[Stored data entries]
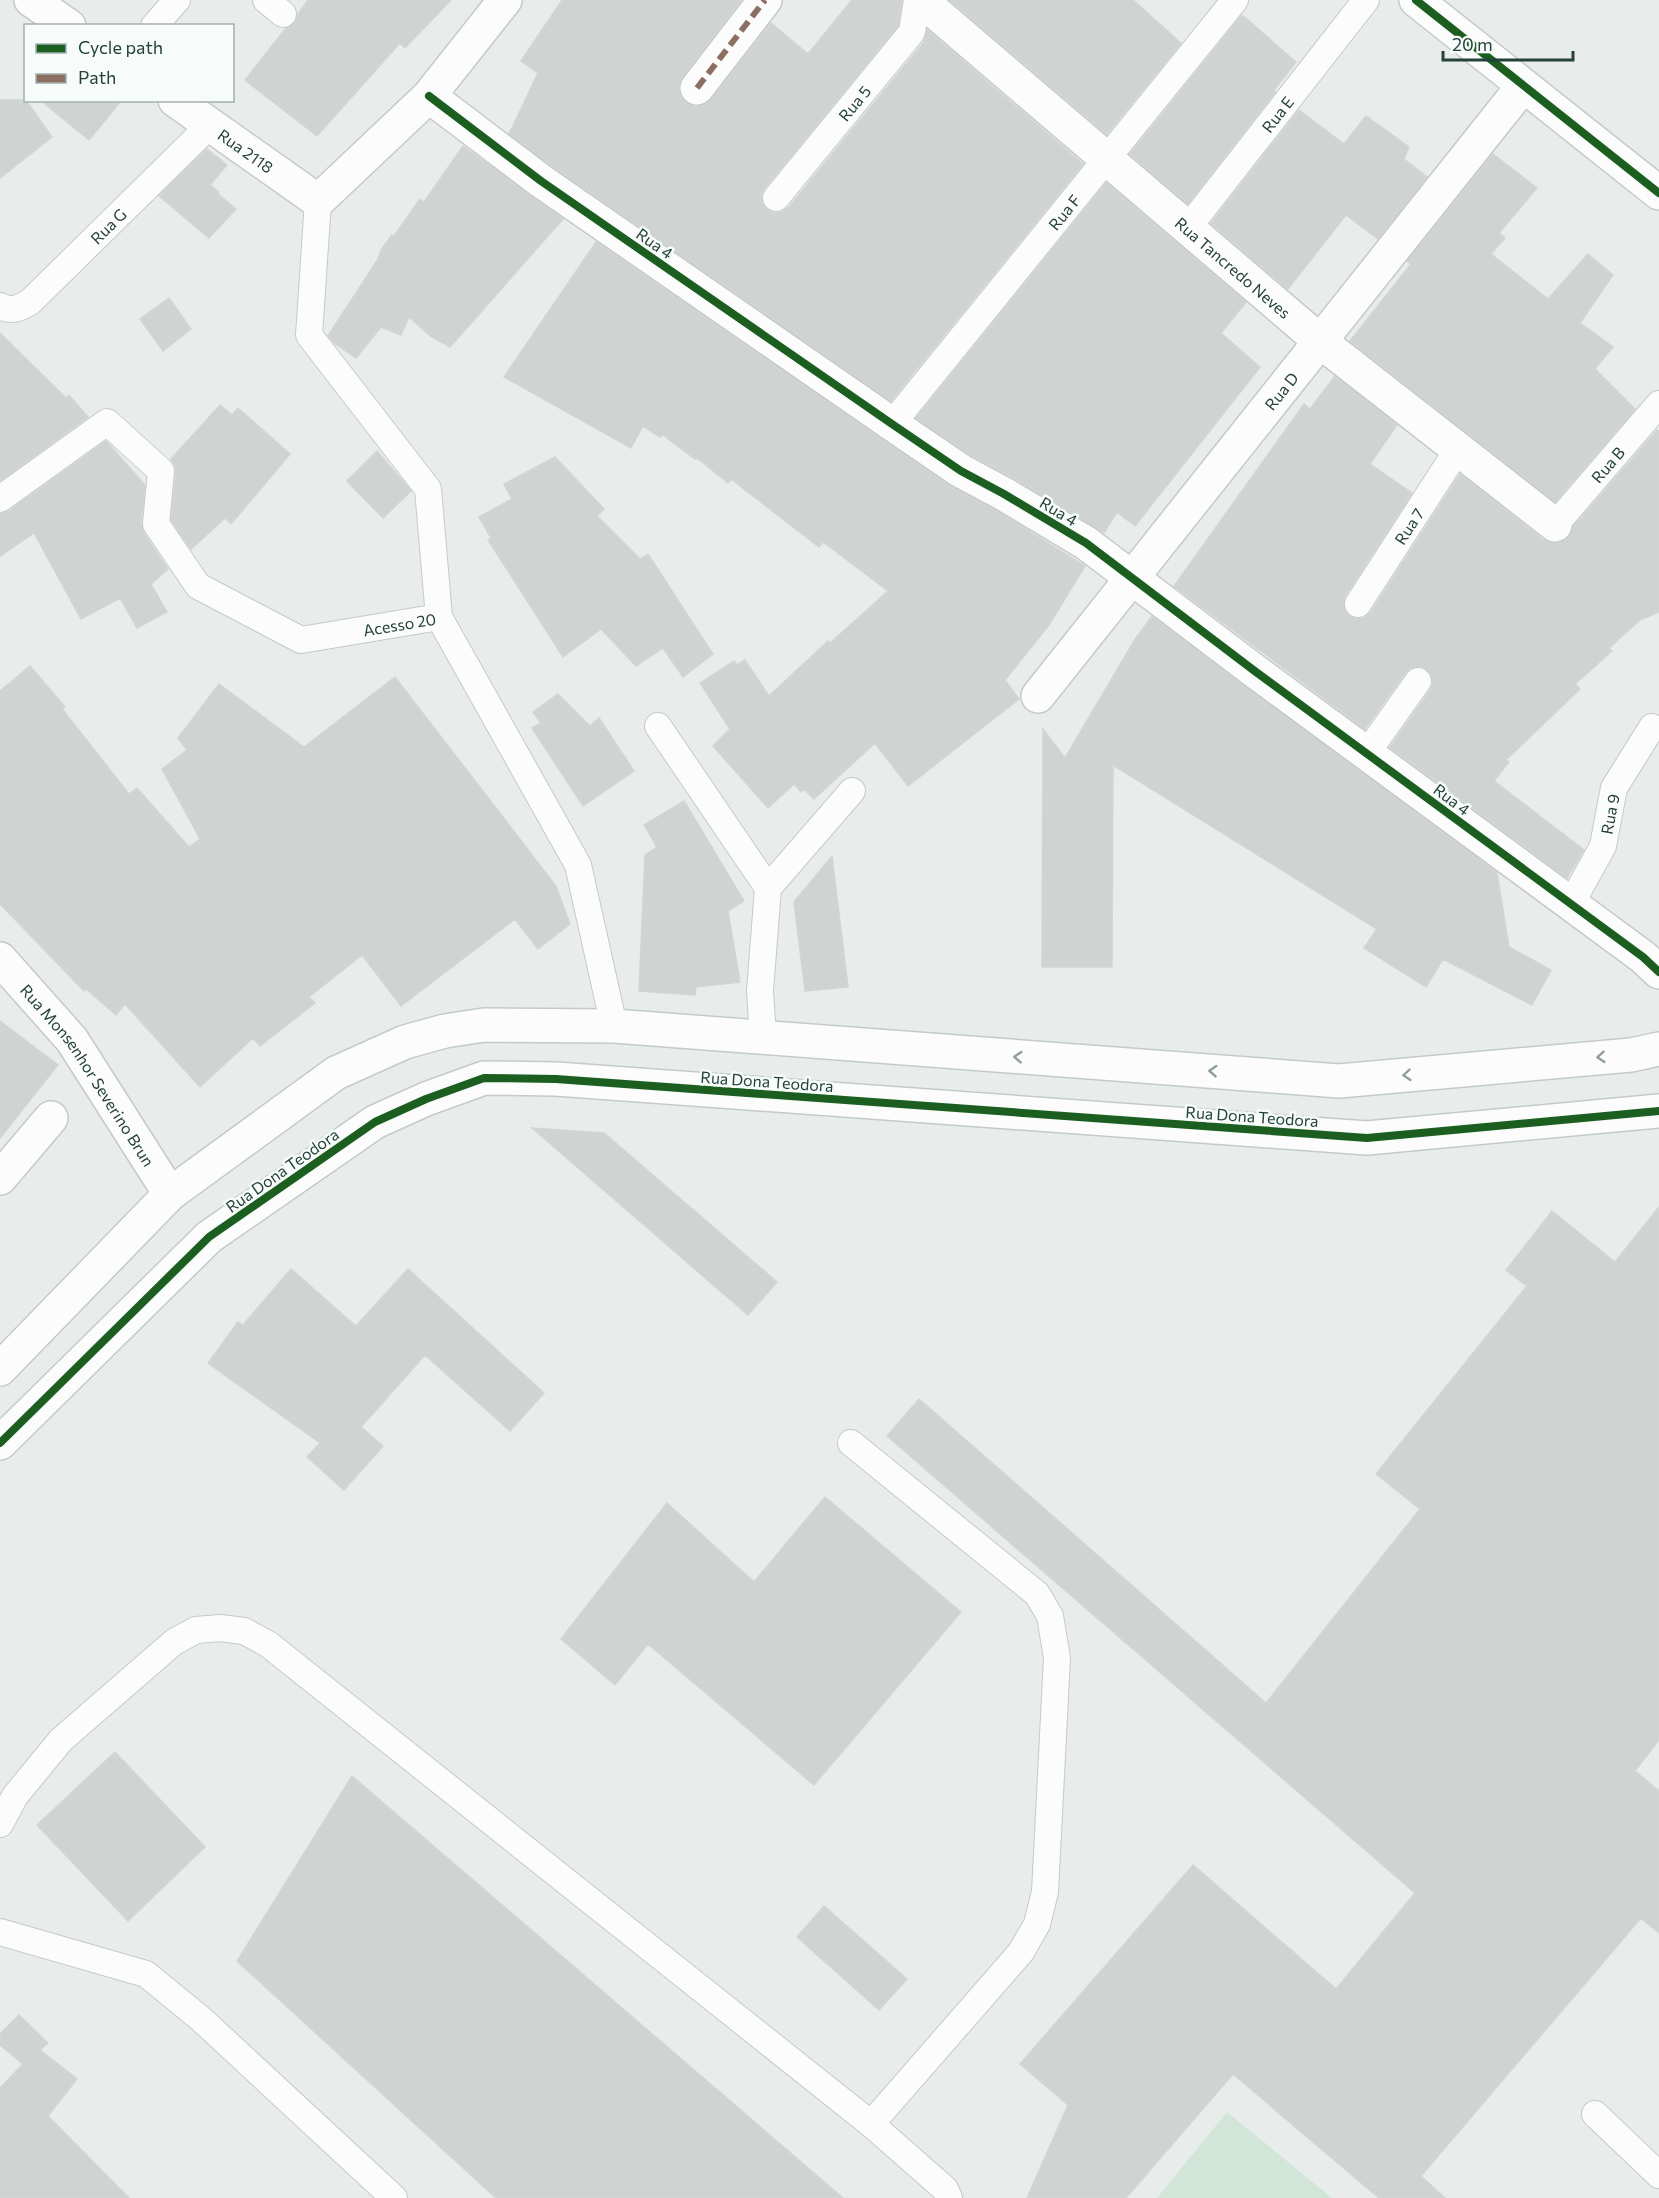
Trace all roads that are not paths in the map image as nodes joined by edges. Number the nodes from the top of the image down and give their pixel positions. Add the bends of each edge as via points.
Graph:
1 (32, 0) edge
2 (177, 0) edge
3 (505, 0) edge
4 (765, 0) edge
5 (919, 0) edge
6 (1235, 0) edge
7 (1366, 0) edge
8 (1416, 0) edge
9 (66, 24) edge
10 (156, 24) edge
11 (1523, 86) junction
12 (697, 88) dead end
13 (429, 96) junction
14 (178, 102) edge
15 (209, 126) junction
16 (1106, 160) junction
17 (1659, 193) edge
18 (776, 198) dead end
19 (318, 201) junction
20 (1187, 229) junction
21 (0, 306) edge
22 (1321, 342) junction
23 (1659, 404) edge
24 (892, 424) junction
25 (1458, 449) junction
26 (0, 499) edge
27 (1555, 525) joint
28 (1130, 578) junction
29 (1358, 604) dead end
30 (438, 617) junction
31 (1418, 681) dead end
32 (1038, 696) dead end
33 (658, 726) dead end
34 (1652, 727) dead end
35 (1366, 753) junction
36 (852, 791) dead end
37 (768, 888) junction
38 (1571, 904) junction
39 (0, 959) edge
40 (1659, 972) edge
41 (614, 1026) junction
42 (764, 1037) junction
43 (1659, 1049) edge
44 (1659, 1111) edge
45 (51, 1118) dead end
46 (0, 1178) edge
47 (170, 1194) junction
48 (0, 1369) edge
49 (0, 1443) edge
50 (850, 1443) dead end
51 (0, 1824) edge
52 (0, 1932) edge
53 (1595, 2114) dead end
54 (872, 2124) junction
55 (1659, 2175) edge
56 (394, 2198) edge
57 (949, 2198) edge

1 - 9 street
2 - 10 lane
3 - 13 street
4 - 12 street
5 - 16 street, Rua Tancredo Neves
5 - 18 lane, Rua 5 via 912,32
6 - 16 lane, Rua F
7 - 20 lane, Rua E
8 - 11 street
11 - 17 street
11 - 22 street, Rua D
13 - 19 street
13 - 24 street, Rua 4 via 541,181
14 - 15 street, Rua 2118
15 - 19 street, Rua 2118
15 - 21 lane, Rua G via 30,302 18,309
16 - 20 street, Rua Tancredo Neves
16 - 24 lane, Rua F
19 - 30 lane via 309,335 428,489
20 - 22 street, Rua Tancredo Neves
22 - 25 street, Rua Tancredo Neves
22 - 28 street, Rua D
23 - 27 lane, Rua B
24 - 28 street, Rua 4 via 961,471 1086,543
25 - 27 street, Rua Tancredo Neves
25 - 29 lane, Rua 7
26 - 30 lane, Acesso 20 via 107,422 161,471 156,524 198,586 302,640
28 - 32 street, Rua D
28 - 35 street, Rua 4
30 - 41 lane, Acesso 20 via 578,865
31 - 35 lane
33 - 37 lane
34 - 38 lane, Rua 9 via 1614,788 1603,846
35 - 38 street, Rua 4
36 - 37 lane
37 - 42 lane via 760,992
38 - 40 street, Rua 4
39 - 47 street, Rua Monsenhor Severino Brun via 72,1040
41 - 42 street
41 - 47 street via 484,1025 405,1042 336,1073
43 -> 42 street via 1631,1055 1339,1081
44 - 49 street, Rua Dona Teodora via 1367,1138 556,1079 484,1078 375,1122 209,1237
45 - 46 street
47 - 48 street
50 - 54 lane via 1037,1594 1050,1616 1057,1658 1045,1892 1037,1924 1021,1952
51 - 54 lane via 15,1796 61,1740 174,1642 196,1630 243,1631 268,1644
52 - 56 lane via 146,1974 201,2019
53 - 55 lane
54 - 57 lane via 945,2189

TASK STATEMENT:
Repeat each record exactly as shown above, dropping all images.

RESPONSE TO THIS TASK:
Trace all roads that are not paths in the map image as nodes joined by edges. Number the nodes from the top of the image down and give their pixel positions. Add the bends of each edge as via points.
Graph:
1 (32, 0) edge
2 (177, 0) edge
3 (505, 0) edge
4 (765, 0) edge
5 (919, 0) edge
6 (1235, 0) edge
7 (1366, 0) edge
8 (1416, 0) edge
9 (66, 24) edge
10 (156, 24) edge
11 (1523, 86) junction
12 (697, 88) dead end
13 (429, 96) junction
14 (178, 102) edge
15 (209, 126) junction
16 (1106, 160) junction
17 (1659, 193) edge
18 (776, 198) dead end
19 (318, 201) junction
20 (1187, 229) junction
21 (0, 306) edge
22 (1321, 342) junction
23 (1659, 404) edge
24 (892, 424) junction
25 (1458, 449) junction
26 (0, 499) edge
27 (1555, 525) joint
28 (1130, 578) junction
29 (1358, 604) dead end
30 (438, 617) junction
31 (1418, 681) dead end
32 (1038, 696) dead end
33 (658, 726) dead end
34 (1652, 727) dead end
35 (1366, 753) junction
36 (852, 791) dead end
37 (768, 888) junction
38 (1571, 904) junction
39 (0, 959) edge
40 (1659, 972) edge
41 (614, 1026) junction
42 (764, 1037) junction
43 (1659, 1049) edge
44 (1659, 1111) edge
45 (51, 1118) dead end
46 (0, 1178) edge
47 (170, 1194) junction
48 (0, 1369) edge
49 (0, 1443) edge
50 (850, 1443) dead end
51 (0, 1824) edge
52 (0, 1932) edge
53 (1595, 2114) dead end
54 (872, 2124) junction
55 (1659, 2175) edge
56 (394, 2198) edge
57 (949, 2198) edge

1 - 9 street
2 - 10 lane
3 - 13 street
4 - 12 street
5 - 16 street, Rua Tancredo Neves
5 - 18 lane, Rua 5 via 912,32
6 - 16 lane, Rua F
7 - 20 lane, Rua E
8 - 11 street
11 - 17 street
11 - 22 street, Rua D
13 - 19 street
13 - 24 street, Rua 4 via 541,181
14 - 15 street, Rua 2118
15 - 19 street, Rua 2118
15 - 21 lane, Rua G via 30,302 18,309
16 - 20 street, Rua Tancredo Neves
16 - 24 lane, Rua F
19 - 30 lane via 309,335 428,489
20 - 22 street, Rua Tancredo Neves
22 - 25 street, Rua Tancredo Neves
22 - 28 street, Rua D
23 - 27 lane, Rua B
24 - 28 street, Rua 4 via 961,471 1086,543
25 - 27 street, Rua Tancredo Neves
25 - 29 lane, Rua 7
26 - 30 lane, Acesso 20 via 107,422 161,471 156,524 198,586 302,640
28 - 32 street, Rua D
28 - 35 street, Rua 4
30 - 41 lane, Acesso 20 via 578,865
31 - 35 lane
33 - 37 lane
34 - 38 lane, Rua 9 via 1614,788 1603,846
35 - 38 street, Rua 4
36 - 37 lane
37 - 42 lane via 760,992
38 - 40 street, Rua 4
39 - 47 street, Rua Monsenhor Severino Brun via 72,1040
41 - 42 street
41 - 47 street via 484,1025 405,1042 336,1073
43 -> 42 street via 1631,1055 1339,1081
44 - 49 street, Rua Dona Teodora via 1367,1138 556,1079 484,1078 375,1122 209,1237
45 - 46 street
47 - 48 street
50 - 54 lane via 1037,1594 1050,1616 1057,1658 1045,1892 1037,1924 1021,1952
51 - 54 lane via 15,1796 61,1740 174,1642 196,1630 243,1631 268,1644
52 - 56 lane via 146,1974 201,2019
53 - 55 lane
54 - 57 lane via 945,2189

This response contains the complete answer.